False is the desired value, but in FetcherThread inner class, robot rules are checket ignoring the configuration:
----------------
RobotRules rules = protocol.getRobotRules(fit.url, fit.datum);
if (!rules.isAllowed(fit.u)) {
 ...
LOG.debug("Denied by robots.txt: " + fit.url);
...
continue;
}
-----------------------

I suposse there is no problem in disabling that part of the code directly for HTTP protocol. If so, I could submit a patch as soon as posible to get over this.

Thanks in advance

-- 
This message is automatically generated by JIRA.
-
You can reply to this email to add a comment to the issue online.

[jira] Commented: (NUTCH-938) Imposible to fetch sites with robots.txt

Posted by "Andrzej Bialecki (JIRA)" <ji...@apache.org>.

    [ https://issues.apache.org/jira/browse/NUTCH-938?page=com.atlassian.jira.plugin.system.issuetabpanels:comment-tabpanel&focusedCommentId=12935745#action_12935745 ] 

Andrzej Bialecki  commented on NUTCH-938:
-----------------------------------------

These two properties are documented in nutch-default.xml, but they are mostly for internal use by Nutch. Other implementations of Fetcher (the OldFetcher) used to delegate the robot and politeness controls to protocol plugins. The current implementation of Fetcher performs these tasks itself, although in 1.2 protocol plugins still retain the code to implement these controls per protocol. In 1.3 (unreleased) and trunk this support has been removed from protocol plugins, so these lines will have no effect.

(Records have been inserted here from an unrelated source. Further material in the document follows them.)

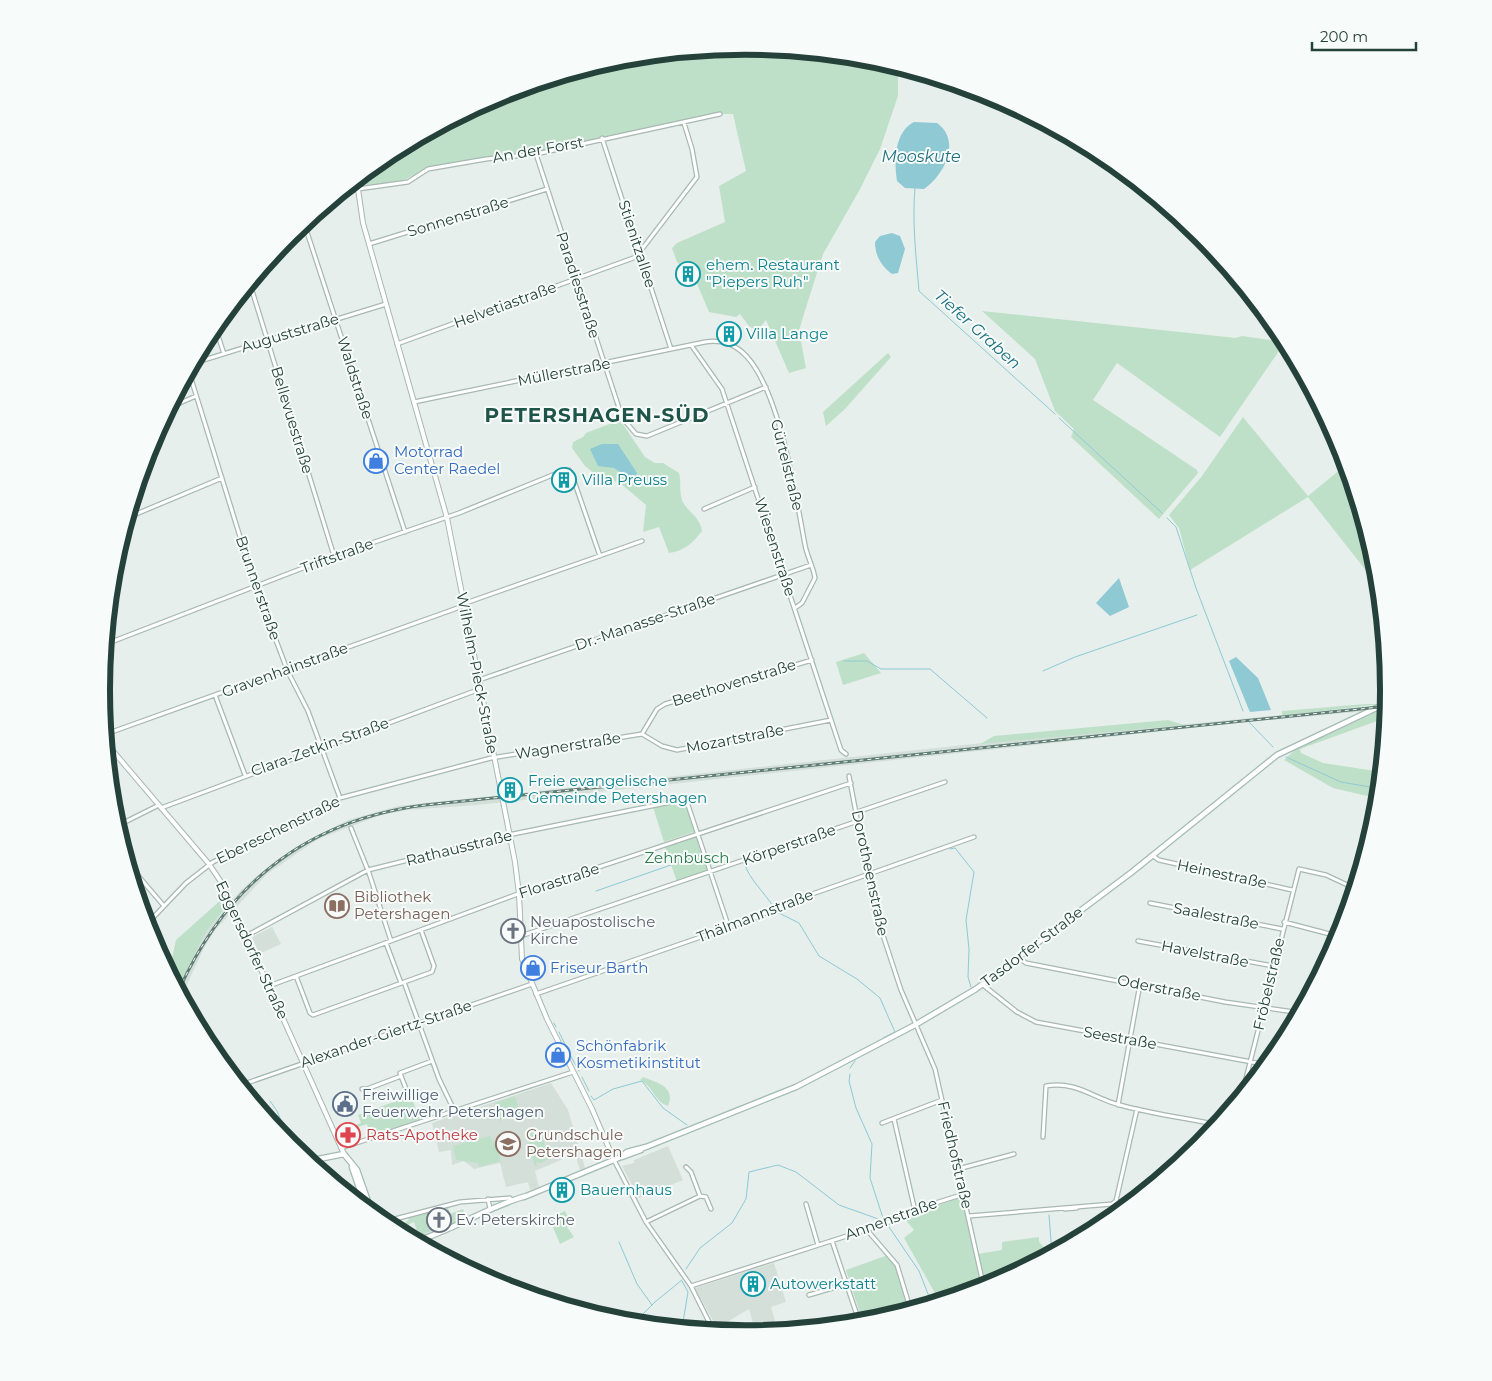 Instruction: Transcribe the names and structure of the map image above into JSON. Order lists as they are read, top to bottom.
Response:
{
  "streets": {
    "main road": ["Tasdorfer Straße"],
    "street": [
      "An der Forst",
      "Sonnenstraße",
      "Stienitzallee",
      "Paradiesstraße",
      "Helvetiastraße",
      "Auguststraße",
      "Müllerstraße",
      "Waldstraße",
      "Bellevuestraße",
      "Gürtelstraße",
      "Wiesenstraße",
      "Triftstraße",
      "Brunnerstraße",
      "Dr.-Manasse-Straße",
      "Gravenhainstraße",
      "Wilhelm-Pieck-Straße",
      "Beethovenstraße",
      "Mozartstraße",
      "Wagnerstraße",
      "Clara-Zetkin-Straße",
      "Ebereschenstraße",
      "Körperstraße",
      "Rathausstraße",
      "Dorotheenstraße",
      "Heinestraße",
      "Florastraße",
      "Thälmannstraße",
      "Saalestraße",
      "Eggersdorfer Straße",
      "Havelstraße",
      "Fröbelstraße",
      "Oderstraße",
      "Alexander-Giertz-Straße",
      "Seestraße",
      "Friedhofstraße",
      "Annenstraße"
    ]
  },
  "crossings": [
    ["An der Forst", "Stienitzallee"],
    ["An der Forst", "Paradiesstraße"],
    ["An der Forst", "Wilhelm-Pieck-Straße"],
    ["Sonnenstraße", "Paradiesstraße"],
    ["Sonnenstraße", "Wilhelm-Pieck-Straße"],
    ["Stienitzallee", "Helvetiastraße"],
    ["Stienitzallee", "Müllerstraße"],
    ["Paradiesstraße", "Helvetiastraße"],
    ["Paradiesstraße", "Müllerstraße"],
    ["Paradiesstraße", "Wiesenstraße"],
    ["Helvetiastraße", "Wilhelm-Pieck-Straße"],
    ["Auguststraße", "Waldstraße"],
    ["Auguststraße", "Bellevuestraße"],
    ["Auguststraße", "Wilhelm-Pieck-Straße"],
    ["Müllerstraße", "Gürtelstraße"],
    ["Müllerstraße", "Wiesenstraße"],
    ["Müllerstraße", "Wilhelm-Pieck-Straße"],
    ["Waldstraße", "Triftstraße"],
    ["Bellevuestraße", "Triftstraße"],
    ["Gürtelstraße", "Wiesenstraße"],
    ["Gürtelstraße", "Dr.-Manasse-Straße"],
    ["Wiesenstraße", "Dr.-Manasse-Straße"],
    ["Wiesenstraße", "Beethovenstraße"],
    ["Wiesenstraße", "Mozartstraße"],
    ["Triftstraße", "Brunnerstraße"],
    ["Triftstraße", "Gravenhainstraße"],
    ["Triftstraße", "Wilhelm-Pieck-Straße"],
    ["Brunnerstraße", "Gravenhainstraße"],
    ["Brunnerstraße", "Clara-Zetkin-Straße"],
    ["Brunnerstraße", "Ebereschenstraße"],
    ["Dr.-Manasse-Straße", "Wilhelm-Pieck-Straße"],
    ["Gravenhainstraße", "Wilhelm-Pieck-Straße"],
    ["Wilhelm-Pieck-Straße", "Wagnerstraße"],
    ["Wilhelm-Pieck-Straße", "Clara-Zetkin-Straße"],
    ["Wilhelm-Pieck-Straße", "Ebereschenstraße"],
    ["Wilhelm-Pieck-Straße", "Körperstraße"],
    ["Wilhelm-Pieck-Straße", "Rathausstraße"],
    ["Wilhelm-Pieck-Straße", "Florastraße"],
    ["Wilhelm-Pieck-Straße", "Thälmannstraße"],
    ["Wilhelm-Pieck-Straße", "Tasdorfer Straße"],
    ["Wilhelm-Pieck-Straße", "Alexander-Giertz-Straße"],
    ["Beethovenstraße", "Mozartstraße"],
    ["Beethovenstraße", "Wagnerstraße"],
    ["Mozartstraße", "Wagnerstraße"],
    ["Wagnerstraße", "Ebereschenstraße"],
    ["Clara-Zetkin-Straße", "Eggersdorfer Straße"],
    ["Ebereschenstraße", "Eggersdorfer Straße"],
    ["Körperstraße", "Dorotheenstraße"],
    ["Rathausstraße", "Florastraße"],
    ["Rathausstraße", "Eggersdorfer Straße"],
    ["Dorotheenstraße", "Florastraße"],
    ["Dorotheenstraße", "Thälmannstraße"],
    ["Dorotheenstraße", "Tasdorfer Straße"],
    ["Dorotheenstraße", "Friedhofstraße"],
    ["Heinestraße", "Tasdorfer Straße"],
    ["Heinestraße", "Fröbelstraße"],
    ["Florastraße", "Eggersdorfer Straße"],
    ["Saalestraße", "Fröbelstraße"],
    ["Tasdorfer Straße", "Oderstraße"],
    ["Tasdorfer Straße", "Seestraße"],
    ["Tasdorfer Straße", "Friedhofstraße"],
    ["Eggersdorfer Straße", "Alexander-Giertz-Straße"],
    ["Havelstraße", "Fröbelstraße"],
    ["Fröbelstraße", "Oderstraße"],
    ["Fröbelstraße", "Seestraße"],
    ["Friedhofstraße", "Annenstraße"]
  ],
  "districts": ["PETERSHAGEN-SÜD"],
  "water": ["Mooskute", "Tiefer Graben"],
  "parks": ["Zehnbusch"],
  "places": {
    "building": [
      "ehem. Restaurant \"Piepers Ruh\"",
      "Villa Lange",
      "Villa Preuss",
      "Freie evangelische Gemeinde Petershagen",
      "Bauernhaus",
      "Autowerkstatt"
    ],
    "shop": ["Motorrad Center Raedel", "Friseur Barth", "Schönfabrik Kosmetikinstitut"],
    "library": ["Bibliothek Petershagen"],
    "church": ["Neuapostolische Kirche", "Ev. Peterskirche"],
    "public building": ["Freiwillige Feuerwehr Petershagen"],
    "pharmacy": ["Rats-Apotheke"],
    "school or university": ["Grundschule Petershagen"]
  },
  "scale_bar": "200 m"
}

> Imposible to fetch sites with robots.txt 
> -----------------------------------------
>
>                 Key: NUTCH-938
>                 URL: https://issues.apache.org/jira/browse/NUTCH-938
>             Project: Nutch
>          Issue Type: Bug
>          Components: fetcher
>    Affects Versions: 1.2
>         Environment: red hat, nutch 1.2, jaca 1.6
>            Reporter: Enrique Berlanga
>         Attachments: NUTCH-938.patch
>
>
> Crawling a site with a robots.txt file like this:  (e.g: http://www.melilla.es)
> -------------------
> User-agent: *
> Disallow: /
> -------------------
> No links are followed. 
> It doesn't matters the value set at "protocol.plugin.check.blocking" or "protocol.plugin.check.robots" properties, because they are overloaded in class org.apache.nutch.fetcher.Fetcher:
> // set non-blocking & no-robots mode for HTTP protocol plugins.
>     getConf().setBoolean(Protocol.CHECK_BLOCKING, false);
>     getConf().setBoolean(Protocol.CHECK_ROBOTS, false);
> False is the desired value, but in FetcherThread inner class, robot rules are checket ignoring the configuration:
> ----------------
> RobotRules rules = protocol.getRobotRules(fit.url, fit.datum);
> if (!rules.isAllowed(fit.u)) {
>  ...
> LOG.debug("Denied by robots.txt: " + fit.url);
> ...
> continue;
> }
> -----------------------
> I suposse there is no problem in disabling that part of the code directly for HTTP protocol. If so, I could submit a patch as soon as posible to get over this.
> Thanks in advance

-- 
This message is automatically generated by JIRA.
-
You can reply to this email to add a comment to the issue online.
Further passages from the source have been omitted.